SensiML Blog: Now We’re Talking!

As SensiML’s lead developer for Data Studio, I’m excited to announce we’ve just added generative AI for speech (Text to Speech and AI Voice Generator) to our powerful edge IoT ML dataset management application. This feature, available starting from release 2024.3.0, combines ElevenLabs voice generator APIs with Data Studio’s streamlined dataset labeling capabilities to generate rich voice recognition datasets based on purely text prompts. By utilizing this tool, you can build large speech datasets curated for keyword recognition or speaker identification models in minutes. We are very excited about how it can vastly reduce the time-consuming process of generating sufficiently large datasets for accurate model training. Typically this is done manually by recording phrases from many individuals or purchasing datasets from expensive proprietary voice databases.
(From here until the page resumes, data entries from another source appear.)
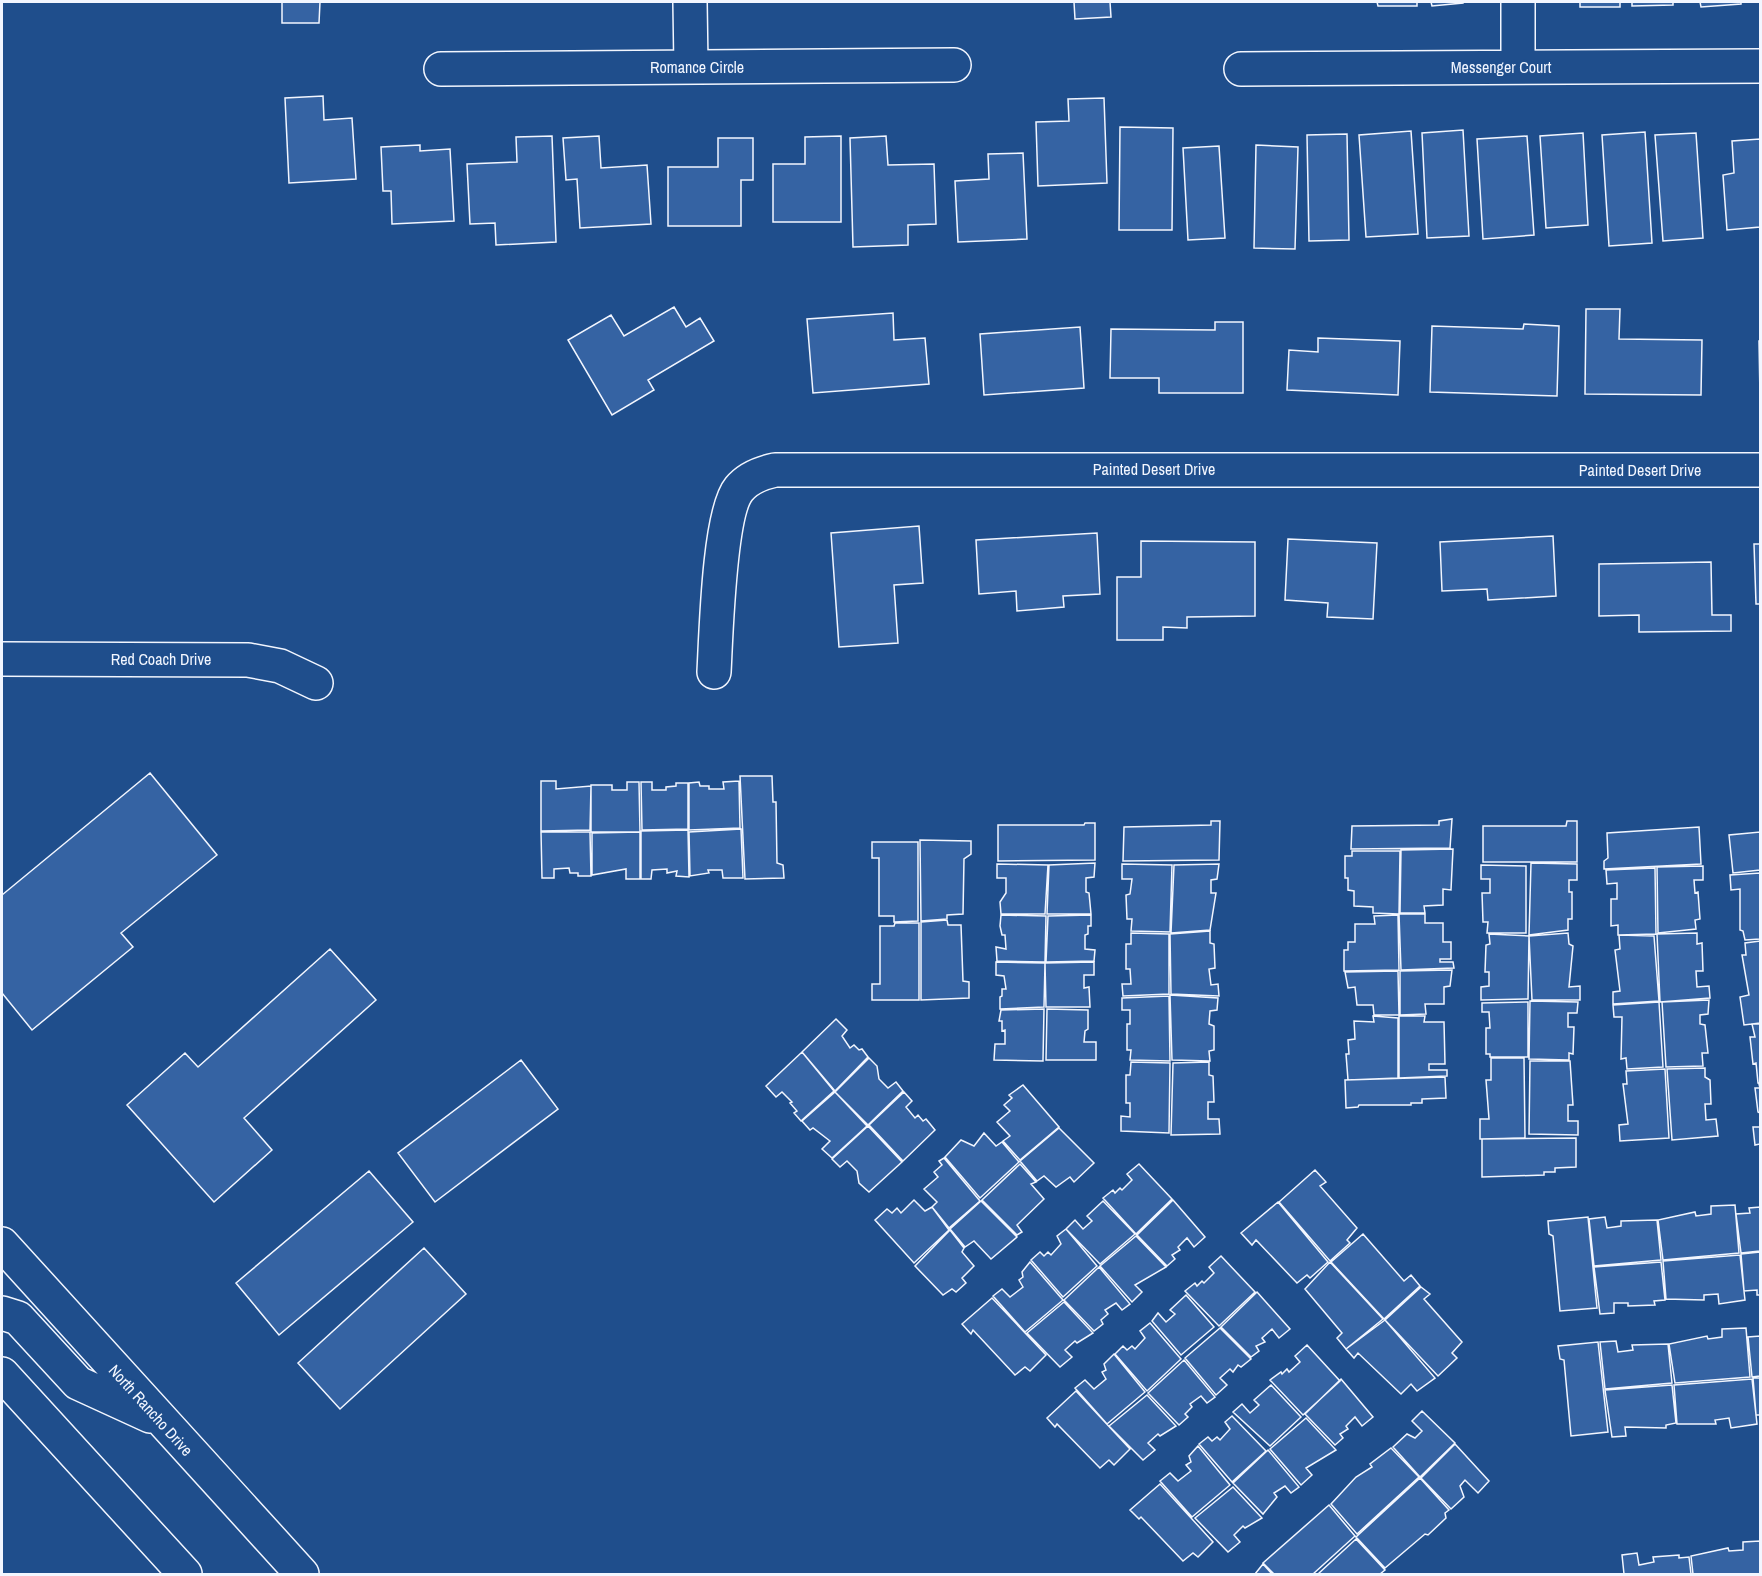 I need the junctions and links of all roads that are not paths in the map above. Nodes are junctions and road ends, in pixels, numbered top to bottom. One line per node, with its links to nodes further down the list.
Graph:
1 (690, 2): 4 (street)
2 (1518, 2): 6 (street)
3 (954, 65): 4 (street, Romance Circle)
4 (691, 66): 7 (street, Romance Circle)
5 (1761, 66): 6 (street, Messenger Court)
6 (1518, 67): 8 (street, Messenger Court)
7 (441, 69)
8 (1241, 69)
9 (1761, 470): 11 (street, Painted Desert Drive)
10 (2, 658): 12 (street, Red Coach Drive)
11 (714, 672)
12 (316, 683)
13 (5, 1253): 16 (street, North Rancho Drive)
14 (2, 1313): 16 (street)
15 (2, 1374): 17 (street)
16 (162, 1421): 18 (street, North Rancho Drive)
17 (185, 1575)
18 (302, 1575)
With the power of Generative AI, it is now conceivable to supplement or replace such methods with synthetically created voice data.

Below I’ll go over some of the features in more detail and give some tips for building robust voice datasets ready for downstream use in SensiML Analytics Studio or Piccolo AI^™, our open-source AutoML tool.

How to Use Data Studio Text-to-Speech and AI Voice Generator

Utilizing the Voice Generator feature involves six steps as listed below:

1. Open a project in Data Studio

2. Open the ‘Text to Speech and AI Voice Generator’ window

3. Enter your ElevenLabs API key (sign up for a free account at https://elevenlabs.io/)

Generate the API key first at elevenlabs.io web app under your ElevenLabs login:

Copy the generated API Key as highlighted below (yours not ours!)

Paste this key into the API Key field in Data Studio as shown below:

4. Enter a prompt for the voice

5. Select the voices you want to use

6. Adjust the ElevenLabs speech options

Note that ElevenLabs limits the number of available text-to-speech input characters you can use in a given period of time (they offer per-month subscriptions from free to various paid tiers as of this article, check with ElevenLabs for their latest offers for more details).

When you click Generate, Data Studio will warn you of how many characters will be used in the confirmation dialog before you actually use the characters.

(Optional) Add pitch, gain, echo, or reverberation adjustments to the files. These adjustments are done natively in the Data Studio, so they do not use any of your ElevenLabs characters. This allows you to greatly expand your dataset by simulating pitch, volume, and distance data augmentation, making for a more robust model.

Auto-Labeling and Metadata

Metadata

The Data Studio can add metadata to your files for any of the settings used as you generate files. This means you can track how all of your files were generated, for example you can save the VoiceName, Gender, Stability, Similarity, Pitch, and Gain percent as metadata to your files.

Given the nature of Generative AI, you may discover that certain files have artifacts or don’t sound natural. Adding metadata makes it easier to see what may be causing the artifacts or unnatural voices and it helps you organize and filter your files when you are building a model.

Metadata is saved to the file and allows you to filter/sort your files when reviewing your training dataset later.

Auto-Labeling

If you open any of the files in the Project Explorer, you will see the Data Studio automatically adds labels/segments for your Prompt as it generates the files.

By default, the Data Studio uses the Prompt text for the label, but you can change this in the File Settings (or you can disable this feature completely).

You can see the labels on your files through the Project Explorer Label Distribution columns

Tip: Add More Voices

The Data Studio will load the voices available to your account. By default, ElevenLabs automatically adds a range of voices to your account to get started, but there are many more voices available. Depending on your application, we recommend finding additional voices with different accents, ages, and use cases through the Elevenlabs Voice Library.

You can add additional community-built voices from the ElevenLabs Voice Library by visiting https://elevenlabs.io/app/voice-library.

1. Open the Voice Library

2. Click Add To My Voices to add additional voices to the available voices in your library

3. (Optional) You can also create your own using the ElevenLabs Voice Design/Voice Cloning features.

After adding new voices click the Refresh button to load the voices into the Data Studio

Build Your Model

From this point, the process follows the same workflow as with manually generated audio or voice data. You’ll create a pipeline, generate a model, explore the model results, test the model with data you reserve separately from training, then generate firmware for integration onto your embedded target device of choice.